Posted on: April 12, 2023                                                                                                  

Keys to Paying Nonexempt Remote Employees Properly

Keys to Paying Nonexempt Remote Employees Properly

Tracking nonexempt employees’ work time and ensuring they are paid properly can require extra care when they are working remotely. To help, the U.S. Department of Labor (DOL) recently released guidance on the subject. Here’s an overview of the DOL’s guidance.

Background

The Fair Labor Standards Act (FLSA) is a federal law that regulates minimum wage, overtime pay, child labor and recordkeeping. Among other things, the FLSA requires employers to pay nonexempt employees for all "hours worked." 

Key principles

Under the FLSA, hours worked includes not only productive time (time actually spent working) but also certain nonproductive time, such as rest breaks, time spent waiting, travel time and training time. For nonexempt employees, all of this time must be compensated at a rate no less than the highest applicable minimum wage.

When it comes to breaks taken during the workday, short breaks of twenty minutes or less must typically be counted as hours worked and paid under the FLSA.

Longer breaks during which an employee is completely relieved from duty and are long enough to enable the employee to use the time effectively for their own purposes aren’t hours worked.

If the employer knows or has reason to believe that work is being performed, the time must be counted as hours worked. An employer may satisfy its obligation to exercise reasonable diligence to acquire knowledge regarding employees’ unscheduled hours of work by providing a reasonable reporting procedure for non-scheduled time, and then paying employees for all reported hours of work, even hours not requested by the employer.

Applying the principles

Rest breaks

Whether working remotely or at the employer’s location, employees often take short breaks to go to the bathroom, get a cup of coffee, stretch their legs, and other similar activities. These breaks may even be required under state or local law. By their very nature, these short breaks primarily benefit the employer by reducing employee fatigue and helping employees maintain focus and be more productive at work, according to the guidance.

When employees take short breaks of 20 minutes or less, the employer must treat such breaks as compensable hours worked, regardless of whether the employee works from home, the employer’s worksite, or some other location that isn’t controlled by the employer.

Meal periods

Unlike short rest breaks of 20 minutes or less, bona fide meal breaks (typically 30 minutes or more) in which an employee is completely relieved from duty for the purposes of eating regular meals aren’t considered hours worked. Similarly, breaks that are longer than 20 minutes and permit the employee to use the time effectively for their own purposes and during which the employee is completely relieved from duty aren’t hours worked.
 
To be completely relieved from duty, the employees must be told in advance that they may leave the job and they won’t have to commence work until a specified hour has arrived. An employee may also be completely relieved from duty when the employer allows the employee to freely choose the hour at which they resume working and the time is long enough for the employees to effectively use for their own purposes. In the guidance, the DOL provides the following three examples to illustrate these points.

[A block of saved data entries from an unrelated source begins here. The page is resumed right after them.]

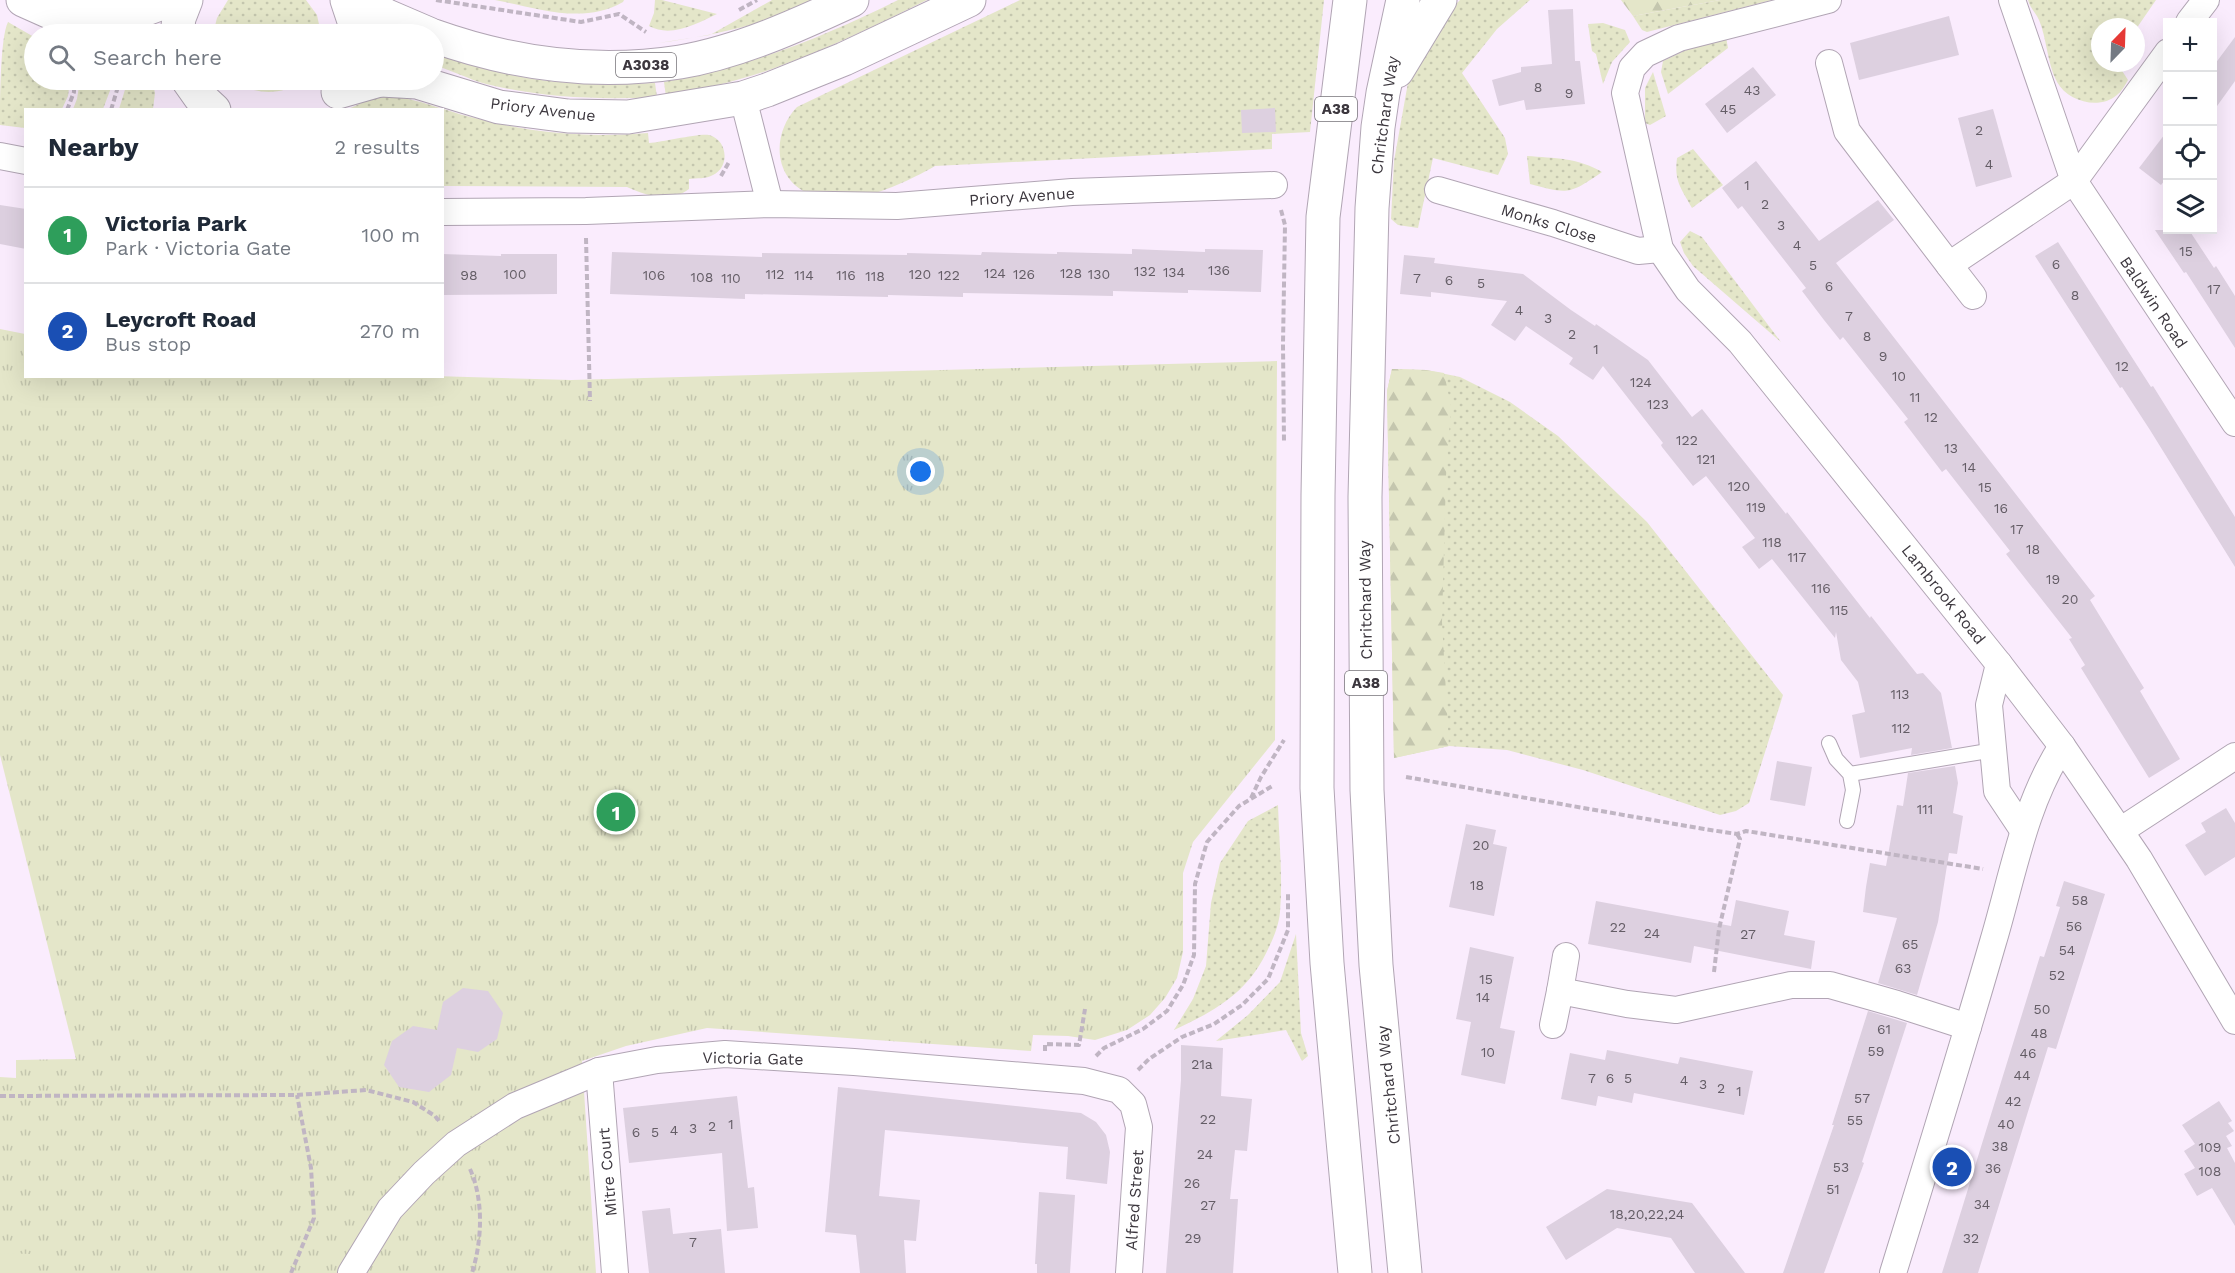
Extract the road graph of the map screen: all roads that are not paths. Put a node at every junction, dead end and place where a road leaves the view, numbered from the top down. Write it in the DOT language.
graph roads {
  1 [pos="24,0"];
  2 [pos="167,0"];
  3 [pos="186,0"];
  4 [pos="347,0"];
  5 [pos="359,0"];
  6 [pos="852,0"];
  7 [pos="969,0"];
  8 [pos="1350,0"];
  9 [pos="1403,0"];
  10 [pos="1440,0"];
  11 [pos="1828,0"];
  12 [pos="2012,0"];
  13 [pos="2206,0"];
  14 [pos="60,15"];
  15 [pos="2192,18"];
  16 [pos="78,24"];
  17 [pos="178,24"];
  18 [pos="355,24"];
  19 [pos="406,24"];
  20 [pos="444,40"];
  21 [pos="2163,59"];
  22 [pos="1829,63"];
  23 [pos="444,90"];
  24 [pos="1383,93"];
  25 [pos="742,98"];
  26 [pos="0,156"];
  27 [pos="24,161"];
  28 [pos="2074,181"];
  29 [pos="1274,185"];
  30 [pos="1438,190"];
  31 [pos="770,204"];
  32 [pos="444,212"];
  33 [pos="1660,249"];
  34 [pos="1949,265"];
  35 [pos="1973,296"];
  36 [pos="2235,423"];
  37 [pos="1999,664"];
  38 [pos="1829,743"];
  39 [pos="2062,746"];
  40 [pos="1994,750"];
  41 [pos="2235,756"];
  42 [pos="1850,774"];
  43 [pos="1847,821"];
  44 [pos="2023,830"];
  45 [pos="2120,831"];
  46 [pos="1566,956"];
  47 [pos="1560,991"];
  48 [pos="2235,1021"];
  49 [pos="1553,1025"];
  50 [pos="1968,1027"];
  51 [pos="599,1071"];
  52 [pos="1139,1127"];
  53 [pos="351,1273"];
  54 [pos="615,1273"];
  55 [pos="1129,1273"];
  56 [pos="1355,1273"];
  57 [pos="1405,1273"];
  58 [pos="1893,1273"];
  1 -- 14 [label="main road"];
  2 -- 14 [label="main road"];
  3 -- 17 [label="main road"];
  4 -- 18 [label="main road"];
  5 -- 19 [label="main road"];
  6 -- 20 [label="main road, A3038"];
  7 -- 25 [label="main road, Priory Avenue"];
  8 -- 56 [label="main road, A38"];
  9 -- 24 [label="main road, Chritchard Way / A38"];
  10 -- 24 [label="main road"];
  11 -- 33 [label="street, Lambrook Road"];
  12 -- 28 [label="street, Baldwin Road"];
  13 -- 15 [label="street"];
  14 -- 16 [label="main road"];
  21 -- 28 [label="street"];
  22 -- 34 [label="street"];
  23 -- 25 [label="main road, Priory Avenue"];
  24 -- 57 [label="main road, Chritchard Way / A38"];
  25 -- 31 [label="street"];
  26 -- 27 [label="street"];
  28 -- 34 [label="street"];
  28 -- 36 [label="street, Baldwin Road"];
  29 -- 31 [label="street, Priory Avenue"];
  30 -- 33 [label="street, Monks Close"];
  31 -- 32 [label="street, Priory Avenue"];
  33 -- 37 [label="street, Lambrook Road"];
  34 -- 35 [label="street"];
  37 -- 39 [label="street, Lambrook Road"];
  37 -- 40 [label="street"];
  38 -- 42 [label="lane"];
  39 -- 44 [label="street"];
  39 -- 45 [label="street, Lambrook Road"];
  40 -- 42 [label="lane"];
  40 -- 44 [label="street"];
  41 -- 45 [label="street"];
  42 -- 43 [label="lane"];
  44 -- 50 [label="street"];
  45 -- 48 [label="street, Lambrook Road"];
  46 -- 47 [label="street"];
  47 -- 49 [label="street"];
  47 -- 50 [label="street"];
  50 -- 58 [label="street"];
  51 -- 52 [label="street, Victoria Gate"];
  51 -- 53 [label="street, Victoria Gate"];
  51 -- 54 [label="street, Mitre Court"];
  52 -- 55 [label="street, Alfred Street"];
}
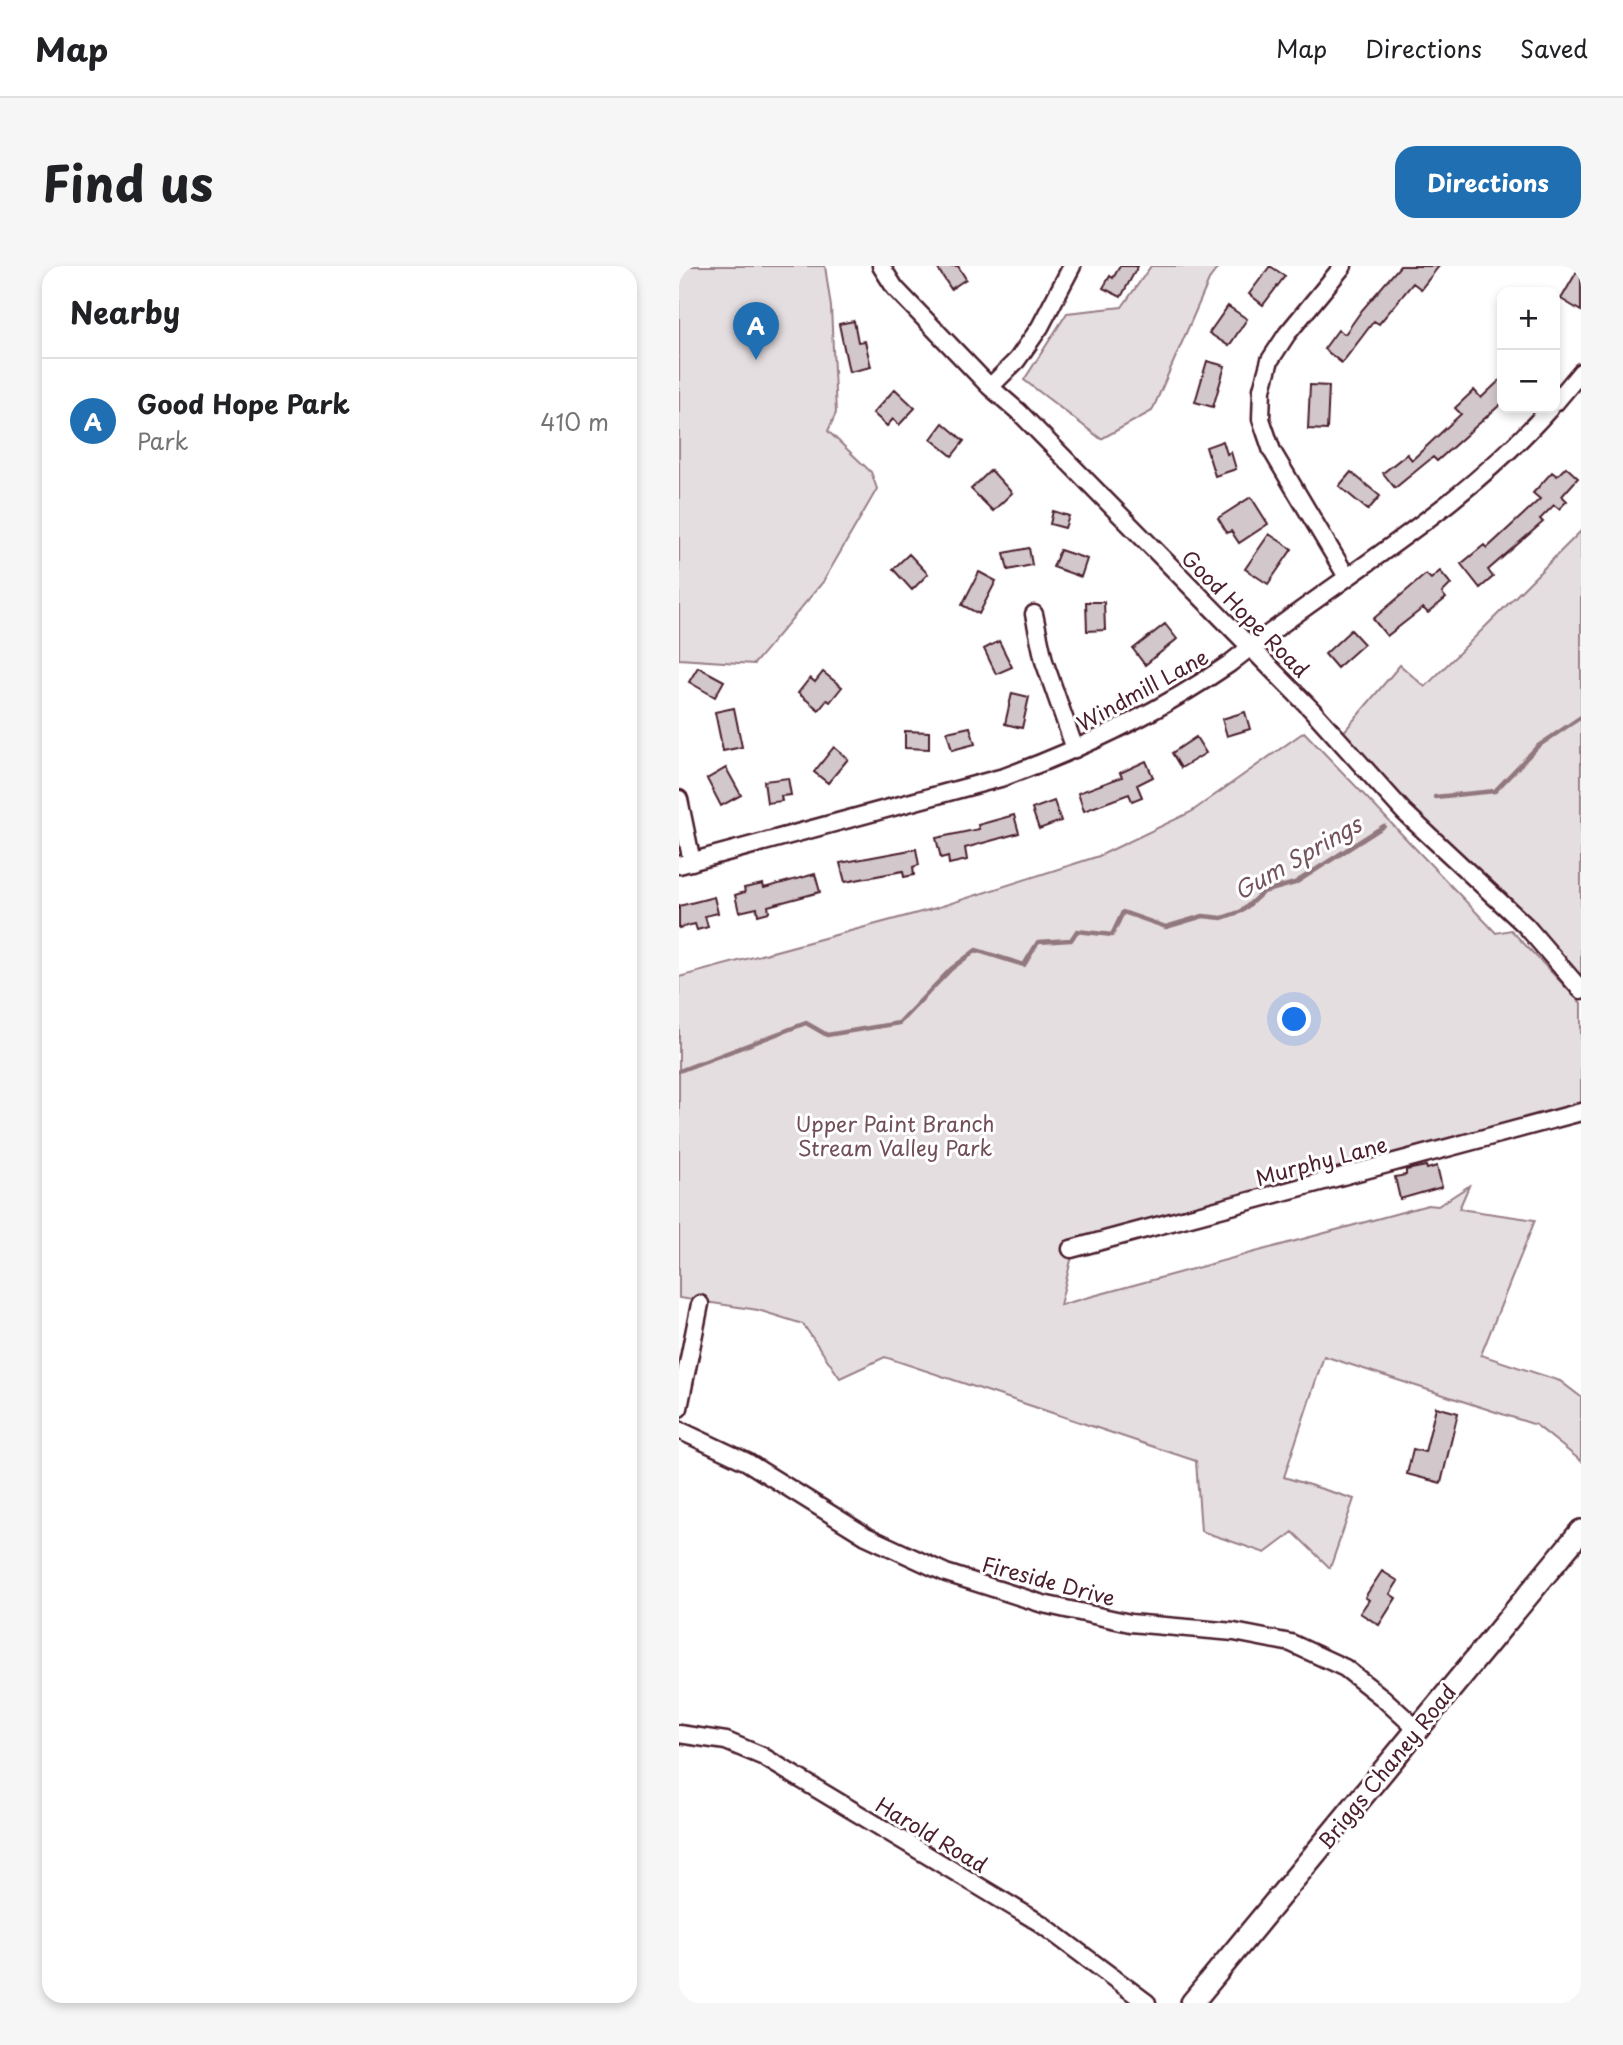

Example #1: Employee A works at a shared workspace not controlled by their employer and takes a break for lunch from 12:30 p.m. to 1:00 p.m.

During this break, Employee A is interrupted by work phone calls, with each call lasting several minutes.

Because the meal break period of 30 minutes is frequently interrupted by work phone calls, Employee A would not be considered relieved of all duties and the meal break period would have to be counted as hours worked. 

Example #2: Employee B works from home and is allowed flexibility to set their own schedule.

Employee B starts works at 7:00 a.m., takes a one-hour break from 8:00 a.m. to 9:00 a.m. to get their children ready for school, and resumes work at 9:00 a.m.

The period between 8:00 a.m. and 9:00 a.m. isn’t work time under the FLSA because Employee B is completely relieved from duty, chooses when to resume work, and is able to effectively use the time for their own purposes. 

Example #3: Employee C works from home and has an arrangement with their employer where Employee C works from 9:00 a.m. to 4:00 p.m., takes a three-hour break from 4:00 p.m. to 7:00 p.m., and returns to work at 7:00 p.m. and works until 8:00 p.m.

Employee C is free to do whatever Employee C chooses during this three-hour break, including staying at home to make dinner and do laundry, for example.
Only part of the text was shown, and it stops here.